Mais surtout parce que le système d’amarrage le plus courant dans cette région consiste à amarrer le nez du bateau à un ponton et chaque côté arrière à un poteau, dans ce qu’on appelle une boîte. Or le port est tout en long, avec essentiellement des boîtes étroites. Les quelques boîtes assez larges pour PikouRous et dans l’axe du vent sont occupées. Ne nous restent que quelques boîtes au fin fond du port et perpendiculaire au vent… Effectuer une manœuvre propre dans ces conditions est mission impossible. Après avoir effectué deux fois le tour du port sans trouver d’autre solution, nous nous glissons à moitié dans une boîte et nous laissons pousser par le vent sur les poteaux (heureusement protégés par un cylindre en plastic) et le bateau sous le vent, pour passer un bon quart d’heure à passer et tirer sur des amarres pour prendre notre place. Ce système ne nous a jamais plu, mais là, c’est le pompon ! D’autant que les discussions autour du bureau du port par les plaisanciers qui viennent disent la même chose, et qu’un plaisancier local nous dira le lendemain matin avoir toutes les peines du monde à s’extraire de sa boîte car il est seul à bord. Pourquoi ce système perdure t’il ????

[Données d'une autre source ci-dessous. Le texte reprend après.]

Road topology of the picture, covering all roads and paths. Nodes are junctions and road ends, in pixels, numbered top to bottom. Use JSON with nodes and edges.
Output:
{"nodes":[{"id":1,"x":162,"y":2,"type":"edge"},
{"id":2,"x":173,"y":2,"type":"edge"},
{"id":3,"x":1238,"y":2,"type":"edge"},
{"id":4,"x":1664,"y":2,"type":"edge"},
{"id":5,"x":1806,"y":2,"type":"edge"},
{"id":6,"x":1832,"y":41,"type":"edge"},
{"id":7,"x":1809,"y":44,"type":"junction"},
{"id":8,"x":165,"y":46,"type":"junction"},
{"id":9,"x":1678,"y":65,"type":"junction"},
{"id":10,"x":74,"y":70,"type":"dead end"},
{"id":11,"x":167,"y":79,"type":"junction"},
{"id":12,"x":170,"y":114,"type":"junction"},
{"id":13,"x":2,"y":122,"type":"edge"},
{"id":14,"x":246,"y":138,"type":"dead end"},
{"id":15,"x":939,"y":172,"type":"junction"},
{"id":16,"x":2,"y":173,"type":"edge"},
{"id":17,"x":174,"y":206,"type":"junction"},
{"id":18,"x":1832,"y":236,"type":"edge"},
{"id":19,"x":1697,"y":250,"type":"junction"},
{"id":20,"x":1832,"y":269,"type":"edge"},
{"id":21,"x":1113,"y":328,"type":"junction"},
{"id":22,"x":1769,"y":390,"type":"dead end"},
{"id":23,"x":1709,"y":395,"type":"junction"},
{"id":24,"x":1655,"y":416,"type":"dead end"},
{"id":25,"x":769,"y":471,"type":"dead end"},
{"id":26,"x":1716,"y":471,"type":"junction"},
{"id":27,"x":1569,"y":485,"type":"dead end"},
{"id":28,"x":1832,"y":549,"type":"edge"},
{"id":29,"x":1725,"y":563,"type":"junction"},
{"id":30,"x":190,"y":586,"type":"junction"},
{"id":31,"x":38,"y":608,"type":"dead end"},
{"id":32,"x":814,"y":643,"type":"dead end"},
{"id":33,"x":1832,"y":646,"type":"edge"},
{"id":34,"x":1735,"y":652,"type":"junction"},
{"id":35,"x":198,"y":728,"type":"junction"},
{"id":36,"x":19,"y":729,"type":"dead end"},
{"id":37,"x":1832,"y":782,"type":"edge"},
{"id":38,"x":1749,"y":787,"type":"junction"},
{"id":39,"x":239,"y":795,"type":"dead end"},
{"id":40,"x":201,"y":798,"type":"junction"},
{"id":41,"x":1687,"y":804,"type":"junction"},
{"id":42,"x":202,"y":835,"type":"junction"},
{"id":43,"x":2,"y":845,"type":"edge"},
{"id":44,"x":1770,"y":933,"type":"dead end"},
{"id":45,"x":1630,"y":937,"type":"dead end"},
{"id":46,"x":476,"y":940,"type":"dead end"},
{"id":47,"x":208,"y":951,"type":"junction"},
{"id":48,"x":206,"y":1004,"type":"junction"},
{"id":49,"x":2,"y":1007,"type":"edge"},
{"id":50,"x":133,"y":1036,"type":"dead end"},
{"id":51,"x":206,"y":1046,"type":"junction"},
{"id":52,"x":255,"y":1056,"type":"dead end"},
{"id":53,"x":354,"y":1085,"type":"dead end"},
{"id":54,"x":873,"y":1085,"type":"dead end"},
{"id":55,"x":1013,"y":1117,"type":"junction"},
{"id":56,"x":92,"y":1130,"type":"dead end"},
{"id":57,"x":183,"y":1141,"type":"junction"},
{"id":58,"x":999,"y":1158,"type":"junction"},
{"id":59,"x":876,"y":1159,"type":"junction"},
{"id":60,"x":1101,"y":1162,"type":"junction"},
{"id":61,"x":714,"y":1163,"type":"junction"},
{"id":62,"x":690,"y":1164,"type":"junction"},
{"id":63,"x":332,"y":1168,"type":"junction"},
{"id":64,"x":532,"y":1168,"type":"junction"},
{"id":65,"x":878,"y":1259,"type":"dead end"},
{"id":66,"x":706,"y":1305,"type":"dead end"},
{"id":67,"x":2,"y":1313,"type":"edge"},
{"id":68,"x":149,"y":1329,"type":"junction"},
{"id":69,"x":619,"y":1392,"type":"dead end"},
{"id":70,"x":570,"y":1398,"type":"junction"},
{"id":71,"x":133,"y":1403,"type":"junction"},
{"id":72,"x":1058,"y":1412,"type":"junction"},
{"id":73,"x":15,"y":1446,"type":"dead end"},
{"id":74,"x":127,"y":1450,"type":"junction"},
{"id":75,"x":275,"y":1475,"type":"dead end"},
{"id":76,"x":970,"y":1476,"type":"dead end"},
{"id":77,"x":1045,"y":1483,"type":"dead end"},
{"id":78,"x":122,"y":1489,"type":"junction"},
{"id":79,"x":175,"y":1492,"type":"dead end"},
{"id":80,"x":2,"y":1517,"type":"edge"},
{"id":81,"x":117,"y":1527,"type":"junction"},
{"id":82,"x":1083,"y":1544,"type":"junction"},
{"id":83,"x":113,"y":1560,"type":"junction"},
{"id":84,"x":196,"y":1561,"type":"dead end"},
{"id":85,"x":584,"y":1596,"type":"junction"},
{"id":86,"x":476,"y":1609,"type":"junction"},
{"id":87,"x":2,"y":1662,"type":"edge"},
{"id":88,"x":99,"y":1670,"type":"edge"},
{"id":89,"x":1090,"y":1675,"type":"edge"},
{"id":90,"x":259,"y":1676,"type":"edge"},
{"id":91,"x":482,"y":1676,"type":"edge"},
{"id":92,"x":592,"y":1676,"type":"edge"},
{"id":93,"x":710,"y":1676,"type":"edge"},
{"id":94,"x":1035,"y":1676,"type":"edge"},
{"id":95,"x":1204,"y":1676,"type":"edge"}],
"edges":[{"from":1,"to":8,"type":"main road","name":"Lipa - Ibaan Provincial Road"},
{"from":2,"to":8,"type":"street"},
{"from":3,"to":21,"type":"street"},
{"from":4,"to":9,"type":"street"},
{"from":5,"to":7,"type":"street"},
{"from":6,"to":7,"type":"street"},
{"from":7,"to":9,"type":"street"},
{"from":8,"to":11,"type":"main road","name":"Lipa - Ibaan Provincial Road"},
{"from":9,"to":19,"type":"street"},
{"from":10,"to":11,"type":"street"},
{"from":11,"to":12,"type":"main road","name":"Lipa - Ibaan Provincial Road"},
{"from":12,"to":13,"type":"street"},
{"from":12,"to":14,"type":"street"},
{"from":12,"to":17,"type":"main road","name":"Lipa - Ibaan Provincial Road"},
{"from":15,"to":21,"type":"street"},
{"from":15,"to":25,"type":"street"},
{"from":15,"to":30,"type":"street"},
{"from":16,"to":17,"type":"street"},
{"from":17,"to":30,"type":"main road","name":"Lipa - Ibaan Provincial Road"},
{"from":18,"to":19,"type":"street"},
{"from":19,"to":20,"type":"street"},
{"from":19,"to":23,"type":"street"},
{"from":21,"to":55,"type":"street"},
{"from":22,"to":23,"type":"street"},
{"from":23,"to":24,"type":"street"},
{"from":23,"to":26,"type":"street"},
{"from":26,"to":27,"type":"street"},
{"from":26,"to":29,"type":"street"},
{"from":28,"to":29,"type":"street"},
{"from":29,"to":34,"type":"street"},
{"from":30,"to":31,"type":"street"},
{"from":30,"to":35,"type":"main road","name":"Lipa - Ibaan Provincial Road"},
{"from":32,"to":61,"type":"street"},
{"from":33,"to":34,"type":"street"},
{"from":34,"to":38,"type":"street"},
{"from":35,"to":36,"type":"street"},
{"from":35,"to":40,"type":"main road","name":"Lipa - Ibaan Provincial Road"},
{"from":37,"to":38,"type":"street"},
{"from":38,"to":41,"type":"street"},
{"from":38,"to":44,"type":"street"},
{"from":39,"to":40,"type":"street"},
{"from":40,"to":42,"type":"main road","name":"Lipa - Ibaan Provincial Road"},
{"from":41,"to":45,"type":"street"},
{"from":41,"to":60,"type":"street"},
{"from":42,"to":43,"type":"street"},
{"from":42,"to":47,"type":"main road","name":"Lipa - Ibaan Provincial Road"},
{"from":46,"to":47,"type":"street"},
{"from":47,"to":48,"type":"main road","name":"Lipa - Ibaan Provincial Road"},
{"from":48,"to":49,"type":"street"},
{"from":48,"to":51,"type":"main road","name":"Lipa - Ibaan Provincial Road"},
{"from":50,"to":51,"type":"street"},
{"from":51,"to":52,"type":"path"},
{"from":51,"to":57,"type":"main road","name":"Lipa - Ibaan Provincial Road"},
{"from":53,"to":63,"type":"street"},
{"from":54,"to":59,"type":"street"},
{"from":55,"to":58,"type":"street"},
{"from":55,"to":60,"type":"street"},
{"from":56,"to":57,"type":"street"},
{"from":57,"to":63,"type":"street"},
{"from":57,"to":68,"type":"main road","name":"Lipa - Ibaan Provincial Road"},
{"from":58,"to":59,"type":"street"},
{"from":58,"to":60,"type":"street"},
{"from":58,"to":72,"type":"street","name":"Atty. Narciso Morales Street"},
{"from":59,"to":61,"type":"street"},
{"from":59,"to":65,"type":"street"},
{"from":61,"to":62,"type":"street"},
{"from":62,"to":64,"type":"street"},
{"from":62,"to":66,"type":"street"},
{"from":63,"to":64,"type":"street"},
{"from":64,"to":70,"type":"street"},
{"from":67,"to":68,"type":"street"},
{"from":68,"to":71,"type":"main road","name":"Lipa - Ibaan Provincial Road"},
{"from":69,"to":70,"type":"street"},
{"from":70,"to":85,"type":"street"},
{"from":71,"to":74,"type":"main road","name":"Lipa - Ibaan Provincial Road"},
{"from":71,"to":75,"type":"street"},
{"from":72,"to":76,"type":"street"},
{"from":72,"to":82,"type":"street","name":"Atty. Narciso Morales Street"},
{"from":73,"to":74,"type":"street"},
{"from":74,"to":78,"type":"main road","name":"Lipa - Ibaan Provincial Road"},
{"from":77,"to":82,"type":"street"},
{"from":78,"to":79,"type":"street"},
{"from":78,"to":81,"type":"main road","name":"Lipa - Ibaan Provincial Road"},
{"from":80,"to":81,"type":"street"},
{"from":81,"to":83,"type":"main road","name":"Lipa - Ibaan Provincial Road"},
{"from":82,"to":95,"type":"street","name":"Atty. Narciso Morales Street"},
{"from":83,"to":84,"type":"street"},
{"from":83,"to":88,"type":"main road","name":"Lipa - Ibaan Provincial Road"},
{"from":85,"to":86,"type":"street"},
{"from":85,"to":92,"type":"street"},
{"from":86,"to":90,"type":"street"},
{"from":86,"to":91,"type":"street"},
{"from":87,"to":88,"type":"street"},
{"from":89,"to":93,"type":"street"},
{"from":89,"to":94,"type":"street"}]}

Fatigués, mais quelque peu énervés, nous décidons de profiter de l’offre du port de nous prêter des vélos. Nous visitons ainsi la station balnéaire sur la presqu’île de Skanör, sa plage et sa petite marina: la fin de journée est très agréable, et une pizza (en fait 2 pizzas, dont une sans gluten) arrosée de vin rosé de Californie ne gâte rien.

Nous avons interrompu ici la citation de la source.